Avez-vous des contacts avec certaines autorités ici en Belgique ?
La semaine dernière nous avons rencontré avec Montserrat Carreras, responsable du lobbying et chargée des relations extérieures d’Amnesty, des représentants politiques à l’ambassade de la République tchèque, qui préside actuellement le Conseil des Ministres de l’Union européenne. Ce travail se fait avec le Bureau européen d’Amnesty qui travaille de manière indépendante et dont le champ d’action est l’Union Européenne. On entend souvent dire de l’Europe que c’est un géant économique mais un nain politique… Malgré tout, elle reste un partenaire important ! Nous avons soumis trois points à nos interlocuteurs tchèques : la levée totale du blocus de Gaza par Israël, la mise sur pied d’une commission d’enquête internationale concernant les crimes de guerre qui auraient été commis aussi bien par l’armée israélienne que par le Hamas et, enfin, l’imposition d’un embargo sur les armes. Ces actions sont menées conjointement par les sections francophone et néerlandophone d’Amnesty Belgique. Nous avons rencontré également le ministre des Affaires étrangères belge dans le même cadre, pour exposer, rappeler et demander son appui concernant notre demande que le Conseil de Sécurité de l’ONU mène une enquête sur les crimes de guerre.
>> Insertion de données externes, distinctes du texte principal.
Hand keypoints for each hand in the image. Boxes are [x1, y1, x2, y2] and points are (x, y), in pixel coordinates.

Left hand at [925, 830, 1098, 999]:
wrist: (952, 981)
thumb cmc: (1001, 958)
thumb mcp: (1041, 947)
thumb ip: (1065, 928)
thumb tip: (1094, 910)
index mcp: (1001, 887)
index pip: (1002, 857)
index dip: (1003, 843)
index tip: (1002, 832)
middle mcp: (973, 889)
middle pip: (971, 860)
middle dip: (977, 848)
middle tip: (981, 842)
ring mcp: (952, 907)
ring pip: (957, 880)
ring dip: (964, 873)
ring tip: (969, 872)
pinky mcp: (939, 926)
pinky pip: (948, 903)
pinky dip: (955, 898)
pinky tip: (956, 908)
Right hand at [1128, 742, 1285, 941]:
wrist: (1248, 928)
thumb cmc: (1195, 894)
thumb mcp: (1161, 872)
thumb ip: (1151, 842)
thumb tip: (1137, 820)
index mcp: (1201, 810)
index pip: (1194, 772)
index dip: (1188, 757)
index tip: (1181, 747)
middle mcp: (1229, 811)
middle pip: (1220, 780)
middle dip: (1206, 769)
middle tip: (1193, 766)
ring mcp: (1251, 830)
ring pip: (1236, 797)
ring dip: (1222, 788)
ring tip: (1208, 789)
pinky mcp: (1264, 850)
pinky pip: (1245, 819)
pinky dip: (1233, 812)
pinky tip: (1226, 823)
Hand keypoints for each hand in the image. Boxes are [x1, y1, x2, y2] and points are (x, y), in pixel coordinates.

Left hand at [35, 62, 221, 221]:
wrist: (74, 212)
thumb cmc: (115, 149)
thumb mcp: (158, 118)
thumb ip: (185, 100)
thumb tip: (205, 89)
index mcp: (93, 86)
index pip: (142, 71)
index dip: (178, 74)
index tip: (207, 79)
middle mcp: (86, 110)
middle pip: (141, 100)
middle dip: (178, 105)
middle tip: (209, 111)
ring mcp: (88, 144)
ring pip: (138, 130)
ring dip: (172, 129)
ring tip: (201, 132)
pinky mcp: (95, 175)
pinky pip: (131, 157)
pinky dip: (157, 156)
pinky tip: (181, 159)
Avez-vous de bonnes relations avec l’ambassade d’Israël à Bruxelles ?
Je me suis rendu deux fois à l’ambassade. La première fois, c’était très dur. Ils ne voulaient rien entendre. Nous sommes sortis passablement assommés. La deuxième fois, nous avons eu l’impression qu’ils pouvaient entendre quelque chose ! Mais il reste très difficile de mesurer l’impact de ce genre de discussions.